He became very animated, pressing buttons, pulling levers all around the console. Jo wondered if there was anything she ought to be doing, but this version of the central TARDIS control was so very different to the one she knew she hardly dared touch it for fear of doing something terribly wrong.

“Doctor, there are people outside,” she pointed out. “Where did we land?”

“Inside U.N.I.T.’s twenty-first century headquarters at the Tower of London,” he answered. “That will be the equivalent of The Brigadier and his people come to ask for my help with their little dilemma. Open the door, would you, my dear, and invite them in.”

Back in 1973, The Doctor was constructing his portable device while waiting for a response from his later counterpart. He still hadn’t explained how that was going to happen, but he seemed certain it would. The Brigadier was making use of the laboratory phone to demand transport to bring all of the people who were out of their time to U.N.I.T. headquarters for a full debriefing.

“Not here,” The Doctor said, looking up. “Take them all to the Tower of London.”

“I beg your pardon,” The Brigadier responded. “These people include a future Prime Minister of great Britain and Northern Ireland, even if he does seem an odd chap. We’re not going to lock them in the Bloody Tower.”

“Not at all, Brigadier,” The Doctor replied. “In the twenty-first century U.N.I.T.’s main headquarters are in the Tower undercroft. Your counterpart in 2015 has brought all our missing people there. When I find a solution to the problem, it would be useful if everyone was in the same place.”

“You got a message?” Ace asked. “From the Professor… from you in the future? How?”

“Telepathy,” The Doctor replied. “Time Lords can directly communicate with each other over both space and time. I generally don’t as I have very little to say to them. Talking to myself is not actually recommended. Receiving the message gave me a terrible pain in my telepathic nerves.”

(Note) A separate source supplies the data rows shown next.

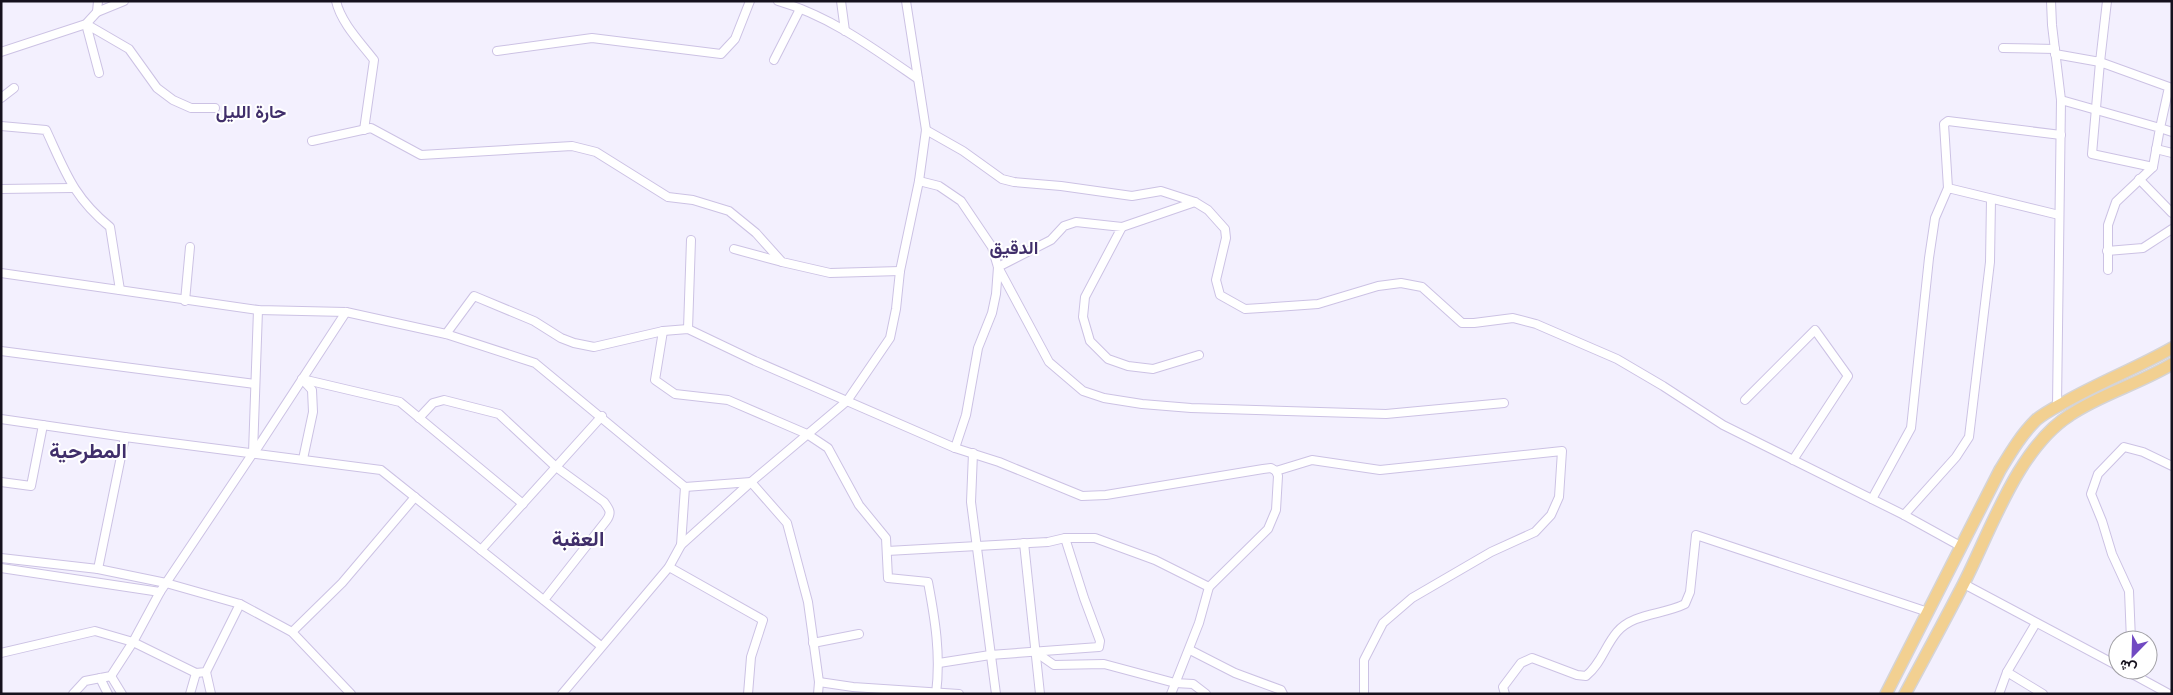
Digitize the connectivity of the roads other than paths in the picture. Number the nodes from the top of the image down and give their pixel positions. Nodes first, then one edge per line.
1 (98, 1) edge
2 (124, 1) edge
3 (336, 1) edge
4 (750, 1) edge
5 (778, 1) edge
6 (841, 1) edge
7 (906, 1) edge
8 (2051, 1) edge
9 (2107, 1) edge
10 (800, 9) junction
11 (97, 12) junction
12 (86, 24) junction
13 (845, 31) junction
14 (2003, 48) dead end
15 (497, 51) dead end
16 (1, 52) edge
17 (2055, 52) junction
18 (774, 60) dead end
19 (2100, 62) junction
20 (98, 73) dead end
21 (918, 79) junction
22 (14, 88) dead end
23 (1, 98) edge
24 (2061, 100) junction
25 (215, 108) dead end
26 (2094, 109) junction
27 (1, 126) edge
28 (2160, 128) junction
29 (364, 130) junction
30 (926, 130) junction
31 (2172, 132) edge
32 (2061, 135) junction
33 (312, 141) dead end
34 (2156, 148) junction
35 (2172, 153) edge
36 (2153, 167) junction
37 (2139, 179) junction
38 (919, 181) junction
39 (72, 188) junction
40 (1948, 188) junction
41 (1, 189) edge
42 (1991, 198) junction
43 (1195, 202) junction
44 (2172, 213) edge
45 (2059, 215) junction
46 (1122, 226) junction
47 (2172, 229) edge
48 (691, 240) dead end
49 (190, 247) dead end
50 (734, 250) dead end
51 (2108, 251) junction
52 (782, 262) junction
53 (998, 267) junction
54 (2108, 270) dead end
55 (900, 272) junction
56 (1, 273) edge
57 (120, 290) junction
58 (185, 301) junction
59 (258, 310) junction
60 (346, 312) junction
61 (688, 329) junction
62 (663, 332) junction
63 (446, 334) junction
64 (2172, 348) edge
65 (1, 351) edge
66 (1199, 354) dead end
67 (2172, 364) edge
68 (302, 379) junction
69 (255, 384) junction
70 (1745, 400) dead end
71 (847, 401) junction
72 (1504, 403) dead end
73 (2058, 406) junction
74 (602, 416) junction
75 (419, 418) junction
76 (1, 419) edge
77 (43, 425) junction
78 (807, 434) junction
79 (124, 437) junction
80 (955, 448) junction
81 (253, 453) junction
82 (973, 454) junction
83 (303, 460) junction
84 (1793, 460) junction
85 (2172, 466) edge
86 (556, 467) junction
87 (1276, 471) junction
88 (1, 482) edge
89 (751, 482) junction
90 (685, 487) junction
91 (415, 497) junction
92 (1872, 499) junction
93 (523, 504) junction
94 (1904, 515) junction
95 (1065, 538) junction
96 (1024, 543) junction
97 (681, 545) junction
98 (976, 545) junction
99 (1962, 547) junction
100 (481, 550) junction
101 (887, 551) junction
102 (1, 558) edge
103 (669, 567) junction
104 (1, 568) edge
105 (98, 569) junction
106 (1948, 575) junction
107 (166, 583) junction
108 (1964, 584) junction
109 (1209, 587) junction
110 (160, 592) junction
111 (544, 600) junction
112 (240, 604) junction
113 (1928, 612) junction
114 (2036, 623) junction
115 (2131, 630) edge
116 (292, 632) junction
117 (859, 634) dead end
118 (133, 642) junction
119 (813, 643) junction
120 (601, 646) junction
121 (1190, 650) junction
122 (1034, 651) junction
123 (1, 653) edge
124 (990, 655) junction
125 (2108, 659) edge
126 (939, 663) junction
127 (206, 672) junction
128 (2007, 672) junction
129 (196, 673) junction
130 (111, 676) junction
131 (100, 678) junction
132 (2143, 680) edge
133 (819, 682) junction
134 (1175, 683) junction
135 (936, 693) edge
136 (73, 694) edge
137 (108, 694) edge
138 (122, 694) edge
139 (190, 694) edge
140 (210, 694) edge
141 (351, 694) edge
142 (562, 694) edge
143 (748, 694) edge
144 (818, 694) edge
145 (959, 694) edge
146 (996, 694) edge
147 (1040, 694) edge
148 (1171, 694) edge
149 (1206, 694) edge
150 (1283, 694) edge
151 (1364, 694) edge
152 (1505, 694) edge
153 (1886, 694) edge
154 (1905, 694) edge
155 (1999, 694) edge
156 (2042, 694) edge
157 (2169, 694) edge

1 - 11 street
2 - 11 street
3 - 29 street
4 - 15 street
5 - 10 street
6 - 13 street
7 - 21 street
8 - 17 street
9 - 19 street
10 - 13 street
10 - 18 street
11 - 12 street
12 - 16 street
12 - 20 street
12 - 25 street
13 - 21 street
14 - 17 street
17 - 19 street
17 - 24 street
19 - 26 street
19 - 28 street
21 - 30 street
22 - 23 street
24 - 26 street
24 - 32 street
26 - 28 street
26 - 36 street
27 - 39 street
28 - 31 street
28 - 34 street
29 - 33 street
29 - 52 street
30 - 38 street
30 - 43 street
32 - 40 street
32 - 45 street
34 - 35 street
34 - 36 street
36 - 37 street
37 - 44 street
37 - 51 street
38 - 53 street
38 - 55 street
39 - 41 street
39 - 57 street
40 - 42 street
40 - 92 street
42 - 45 street
42 - 94 street
43 - 46 street
43 - 84 street
45 - 73 street
46 - 53 street
46 - 66 street
47 - 51 street
48 - 61 street
49 - 58 street
50 - 52 street
51 - 54 street
52 - 55 street
53 - 72 street
53 - 80 street
55 - 71 street
56 - 57 street
57 - 58 street
58 - 59 street
59 - 60 street
59 - 69 street
60 - 63 street
60 - 68 street
61 - 62 street
61 - 71 street
62 - 63 street
62 - 78 street
63 - 74 street
64 - 73 main road
65 - 69 street
67 - 108 main road
68 - 75 street
68 - 81 street
68 - 83 street
69 - 81 street
70 - 84 street
71 - 78 street
71 - 80 street
73 - 99 main road
74 - 86 street
74 - 90 street
75 - 86 street
75 - 93 street
76 - 77 street
77 - 79 street
77 - 88 street
78 - 89 street
78 - 101 street
79 - 81 street
79 - 105 street
80 - 82 street
81 - 83 street
81 - 107 street
82 - 87 street
82 - 98 street
83 - 91 street
84 - 92 street
85 - 115 street
86 - 93 street
86 - 111 street
87 - 109 street
87 - 151 street
89 - 90 street
89 - 97 street
89 - 119 street
90 - 97 street
91 - 100 street
91 - 116 street
92 - 94 street
93 - 100 street
94 - 99 street
95 - 96 street
95 - 109 street
95 - 122 street
96 - 98 street
96 - 122 street
97 - 103 street
98 - 101 street
98 - 124 street
99 - 106 main road
100 - 111 street
101 - 126 street
102 - 105 street
103 - 120 street
103 - 143 street
104 - 110 street
105 - 107 street
106 - 108 main road
106 - 113 main road
107 - 110 street
107 - 112 street
108 - 114 street
108 - 154 main road
109 - 121 street
110 - 118 street
111 - 120 street
112 - 116 street
112 - 127 street
113 - 152 street
113 - 153 main road
114 - 125 street
114 - 128 street
116 - 141 street
117 - 119 street
118 - 123 street
118 - 129 street
118 - 130 street
119 - 133 street
120 - 142 street
121 - 134 street
121 - 150 street
122 - 124 street
122 - 134 street
122 - 147 street
124 - 126 street
124 - 146 street
126 - 135 street
127 - 129 street
127 - 140 street
128 - 155 street
128 - 156 street
129 - 139 street
130 - 131 street
130 - 138 street
131 - 136 street
131 - 137 street
132 - 157 street
133 - 135 street
133 - 144 street
134 - 148 street
134 - 149 street
135 - 145 street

He rubbed the back of his neck and winced in physical proof of that, then prepared another message to send back by the less painful means of the TARDIS. He sent Ace to do it. When she returned he was rubbing his neck again.

“Another communication?”

“The one I needed,” he assured her. “The point of origin is in THIS time. Somebody from this present is projecting a signal into the future where you and your version of me were - which is causing this temporal displacement of people.”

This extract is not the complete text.